▸ **EXERCISE DETAILS**
All lines in the entries below that hold "Manga" make up the answer.

▸ **SUPPLIED RECORDS**
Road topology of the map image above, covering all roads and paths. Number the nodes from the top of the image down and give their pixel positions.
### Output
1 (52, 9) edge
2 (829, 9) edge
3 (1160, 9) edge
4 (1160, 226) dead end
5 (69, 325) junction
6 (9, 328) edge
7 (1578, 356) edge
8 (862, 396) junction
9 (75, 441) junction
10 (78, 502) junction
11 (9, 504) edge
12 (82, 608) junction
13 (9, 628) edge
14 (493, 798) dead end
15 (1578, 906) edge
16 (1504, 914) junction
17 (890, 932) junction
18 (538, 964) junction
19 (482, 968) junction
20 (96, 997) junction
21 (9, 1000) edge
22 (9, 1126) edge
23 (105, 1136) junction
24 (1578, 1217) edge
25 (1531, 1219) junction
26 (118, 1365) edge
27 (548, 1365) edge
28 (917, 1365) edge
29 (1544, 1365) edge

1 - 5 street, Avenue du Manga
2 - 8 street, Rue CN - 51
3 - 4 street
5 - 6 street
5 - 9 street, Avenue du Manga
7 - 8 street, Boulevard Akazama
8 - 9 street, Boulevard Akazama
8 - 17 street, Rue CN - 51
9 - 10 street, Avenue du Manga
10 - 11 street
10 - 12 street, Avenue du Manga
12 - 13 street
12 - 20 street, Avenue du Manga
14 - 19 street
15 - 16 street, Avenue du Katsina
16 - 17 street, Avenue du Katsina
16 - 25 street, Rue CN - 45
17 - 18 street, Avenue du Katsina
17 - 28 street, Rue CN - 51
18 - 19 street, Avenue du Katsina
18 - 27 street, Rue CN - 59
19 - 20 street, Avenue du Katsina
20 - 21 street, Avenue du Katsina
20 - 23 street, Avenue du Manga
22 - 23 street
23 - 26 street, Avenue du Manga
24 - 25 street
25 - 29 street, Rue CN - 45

▸ **ANSWER AREA**
1 - 5 street, Avenue du Manga
5 - 9 street, Avenue du Manga
9 - 10 street, Avenue du Manga
10 - 12 street, Avenue du Manga
12 - 20 street, Avenue du Manga
20 - 23 street, Avenue du Manga
23 - 26 street, Avenue du Manga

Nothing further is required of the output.